Au total, en 2019, les économies s'élèveront à 663 millions d'euros.

La ministre de la Mobilité, Jacqueline Galant, s'en est tenue jeudi au montant de 663 millions d'euros d'économies que la SNCB devra réaliser à la demande du nouveau gouvernement. Ces économies s'ajouteront aux économies décidées par le gouvernement précédent, a-t-elle indiqué devant la Chambre. En 2015, le nouveau gouvernement a décidé que des économies de 188 millions d'euros seraient réalisées dans les chemins de fer. Le montant sera de 118 millions les années suivantes. Au total, en 2019, les économies s'élèveront à 663 millions d'euros.

Quant à l'effet du saut d'index, il sera neutre pour le budget de la SNCB, a précisé Mme Galant.

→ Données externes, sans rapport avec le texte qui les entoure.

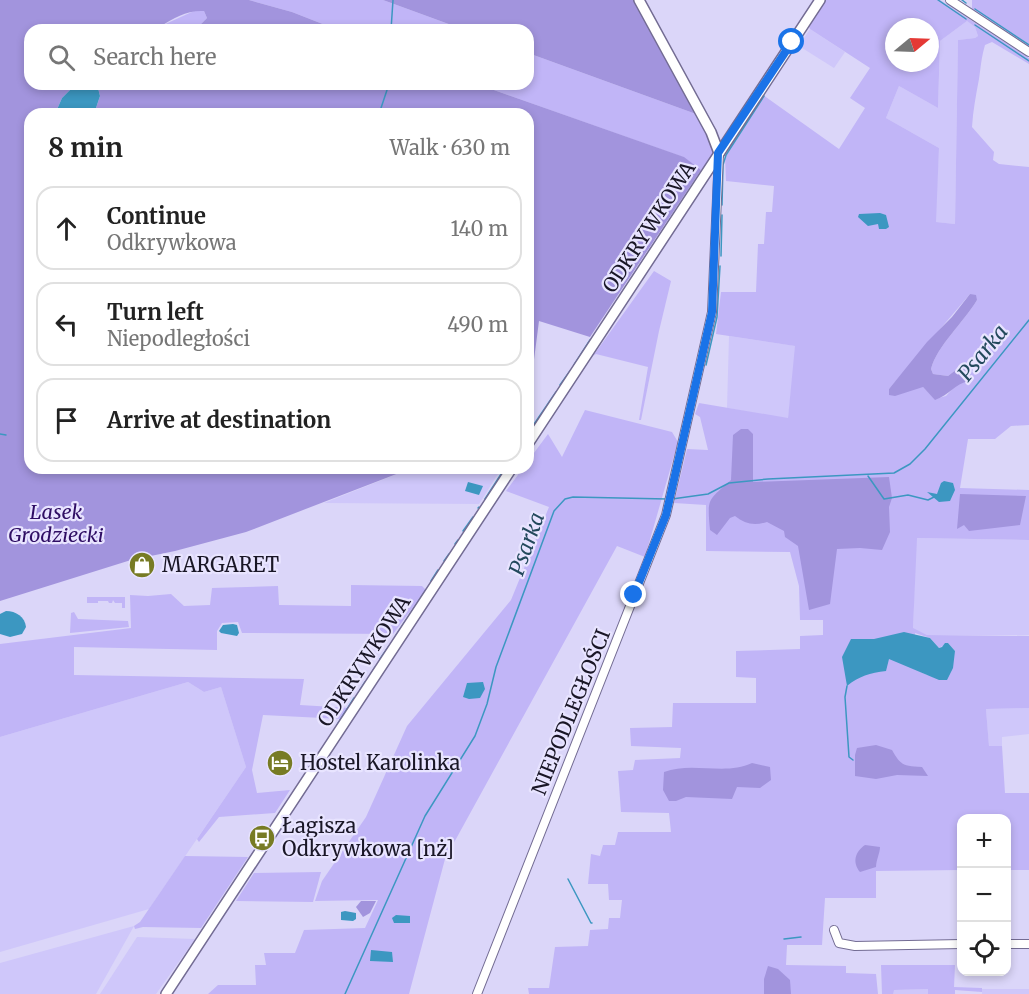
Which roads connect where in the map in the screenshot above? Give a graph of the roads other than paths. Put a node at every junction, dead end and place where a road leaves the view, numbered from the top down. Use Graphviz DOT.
graph roads {
  1 [pos="639,0"];
  2 [pos="820,0"];
  3 [pos="950,0"];
  4 [pos="1029,52"];
  5 [pos="718,153"];
  6 [pos="534,435"];
  7 [pos="508,474"];
  8 [pos="834,930"];
  9 [pos="957,944"];
  10 [pos="1011,944"];
  11 [pos="1029,944"];
  12 [pos="166,994"];
  13 [pos="477,994"];
  1 -- 5 [label="street"];
  2 -- 5 [label="street, ODKRYWKOWA"];
  3 -- 4 [label="street"];
  5 -- 6 [label="street, ODKRYWKOWA"];
  5 -- 13 [label="street, NIEPODLEGŁOŚCI"];
  7 -- 12 [label="street, ODKRYWKOWA"];
  8 -- 9 [label="street"];
  10 -- 11 [label="street"];
}
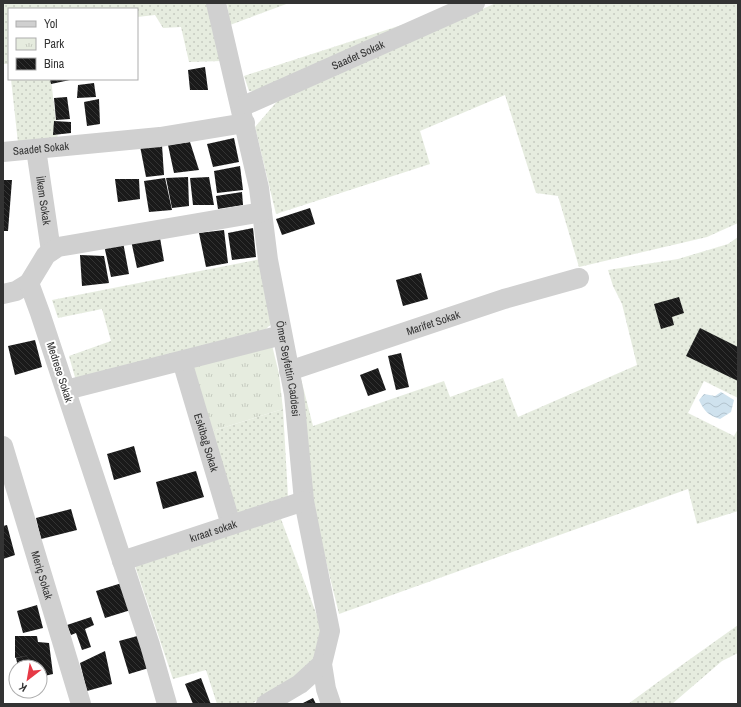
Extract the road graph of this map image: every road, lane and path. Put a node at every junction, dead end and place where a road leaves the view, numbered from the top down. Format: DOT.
graph roads {
  1 [pos="216,3"];
  2 [pos="475,3"];
  3 [pos="243,115"];
  4 [pos="36,149"];
  5 [pos="3,152"];
  6 [pos="262,212"];
  7 [pos="51,251"];
  8 [pos="580,278"];
  9 [pos="29,283"];
  10 [pos="3,294"];
  11 [pos="282,335"];
  12 [pos="182,361"];
  13 [pos="289,371"];
  14 [pos="66,390"];
  15 [pos="3,446"];
  16 [pos="304,501"];
  17 [pos="231,525"];
  18 [pos="122,561"];
  19 [pos="322,664"];
  20 [pos="81,704"];
  21 [pos="167,704"];
  22 [pos="266,704"];
  23 [pos="331,704"];
  1 -- 3 [label="street, Ömer Seyfettin Caddesi"];
  2 -- 3 [label="street, Saadet Sokak"];
  3 -- 4 [label="street, Saadet Sokak"];
  3 -- 6 [label="street, Ömer Seyfettin Caddesi"];
  4 -- 5 [label="street, Saadet Sokak"];
  4 -- 7 [label="street, İlkem Sokak"];
  6 -- 7 [label="street"];
  6 -- 11 [label="street, Ömer Seyfettin Caddesi"];
  7 -- 9 [label="street"];
  8 -- 13 [label="street, Marifet Sokak"];
  9 -- 10 [label="street"];
  9 -- 14 [label="street, Medrese Sokak"];
  11 -- 12 [label="street"];
  11 -- 13 [label="street, Ömer Seyfettin Caddesi"];
  12 -- 14 [label="street"];
  12 -- 17 [label="street, Eskibağ Sokak"];
  13 -- 16 [label="street, Ömer Seyfettin Caddesi"];
  14 -- 18 [label="street, Medrese Sokak"];
  15 -- 20 [label="street, Meriç Sokak"];
  16 -- 17 [label="street, kıraat sokak"];
  16 -- 19 [label="street, Ömer Seyfettin Caddesi"];
  17 -- 18 [label="street, kıraat sokak"];
  18 -- 21 [label="street, Medrese Sokak"];
  19 -- 22 [label="street"];
  19 -- 23 [label="street"];
}
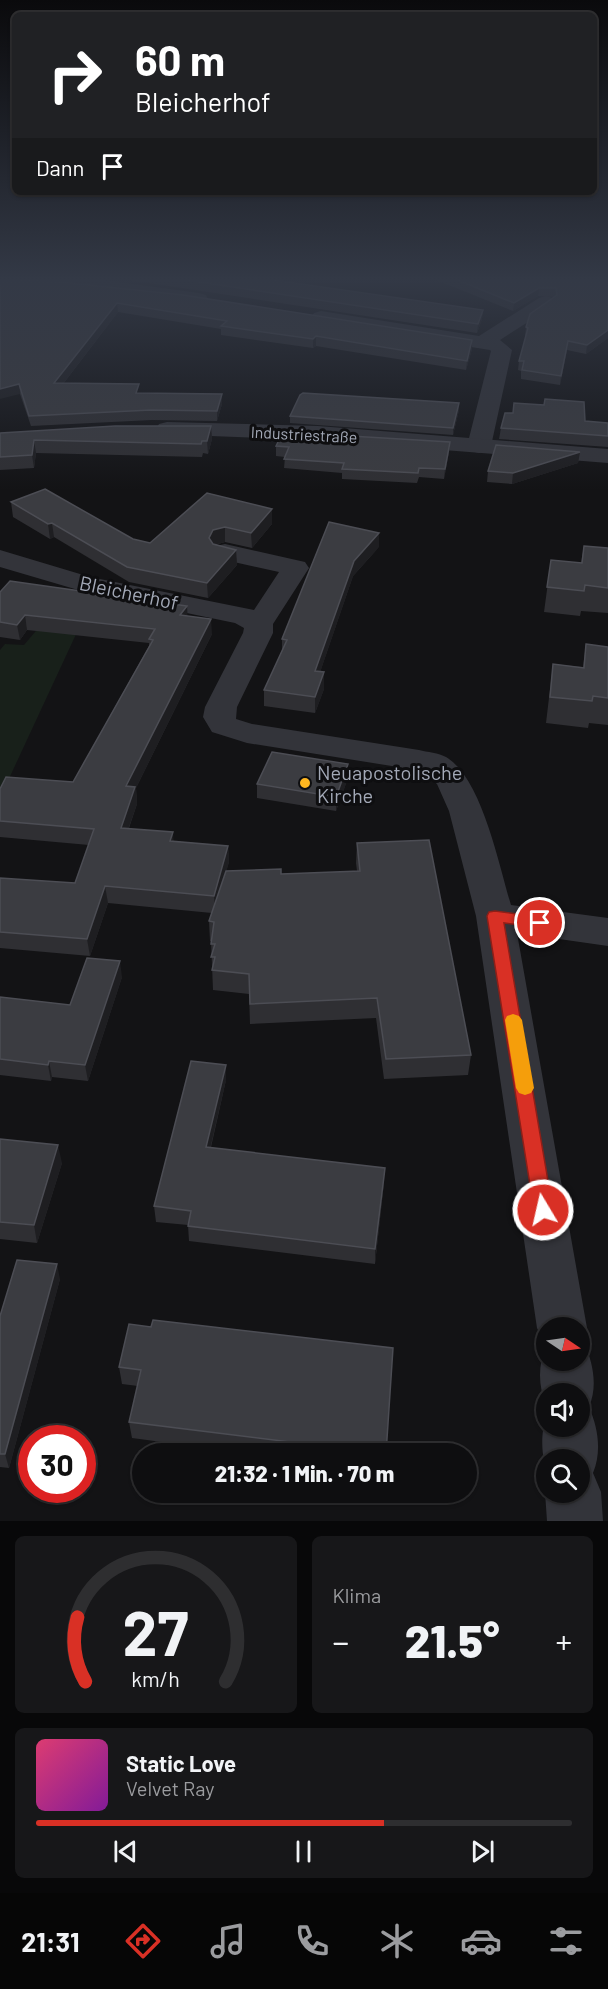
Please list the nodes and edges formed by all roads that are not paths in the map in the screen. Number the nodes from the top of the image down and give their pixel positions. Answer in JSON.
{"nodes":[{"id":1,"x":500,"y":348,"type":"edge"},
{"id":2,"x":144,"y":429,"type":"edge"},
{"id":3,"x":479,"y":446,"type":"junction"},
{"id":4,"x":608,"y":456,"type":"edge"},
{"id":5,"x":225,"y":552,"type":"edge"},
{"id":6,"x":0,"y":558,"type":"edge"},
{"id":7,"x":259,"y":624,"type":"junction"},
{"id":8,"x":495,"y":916,"type":"junction"},
{"id":9,"x":608,"y":932,"type":"edge"},
{"id":10,"x":560,"y":1317,"type":"edge"},
{"id":11,"x":574,"y":1503,"type":"edge"},
{"id":12,"x":575,"y":1521,"type":"edge"}],
"edges":[{"from":1,"to":3,"type":"street"},
{"from":2,"to":3,"type":"street","name":"Industriestraße"},
{"from":3,"to":4,"type":"street","name":"Industriestraße"},
{"from":5,"to":7,"type":"street"},
{"from":6,"to":7,"type":"street","name":"Bleicherhof"},
{"from":7,"to":8,"type":"street"},
{"from":8,"to":9,"type":"street"},
{"from":8,"to":10,"type":"street"},
{"from":11,"to":12,"type":"street"}]}
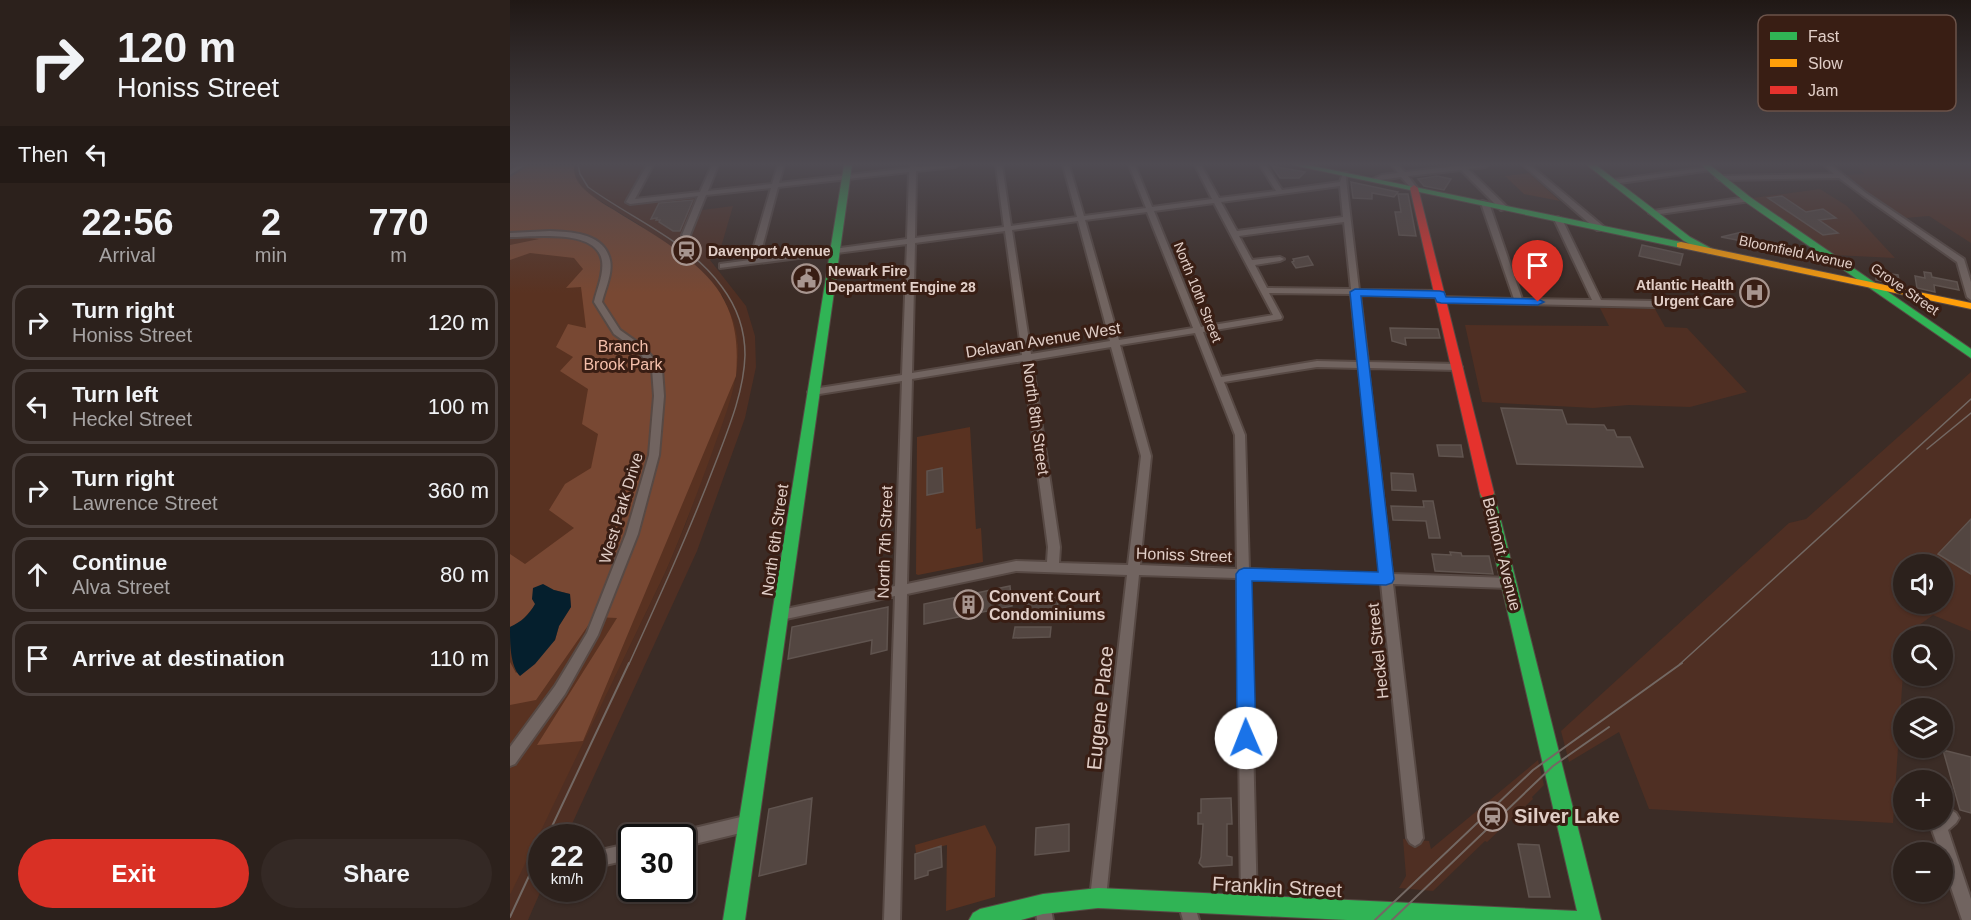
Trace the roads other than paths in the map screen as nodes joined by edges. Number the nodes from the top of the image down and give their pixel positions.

Le gouvernement précédent avait également procédé à des économies de 334 millions d'euros pour les années 2013 et 2014 et, selon Mme Galant, décidé d'économiser encore 150 millions chaque année.

"Je suis également tenue par cette décision qui n'a pas été implémentée par le ministre précédent, Jean-Pascal Labille", a affirmé la nouvelle ministre, contredite par les socialistes. Selon eux, il n'existe aucune notification d'une telle décision.

"Je veux être claire. Ces économies touchent la SNCB et Infrabel, comme tous les départements de l'État fédéral mais, vous le savez aussi, comme les gouvernements wallon, flamand et de la Fédération Wallonie-Bruxelles", a ajouté Mme Galant.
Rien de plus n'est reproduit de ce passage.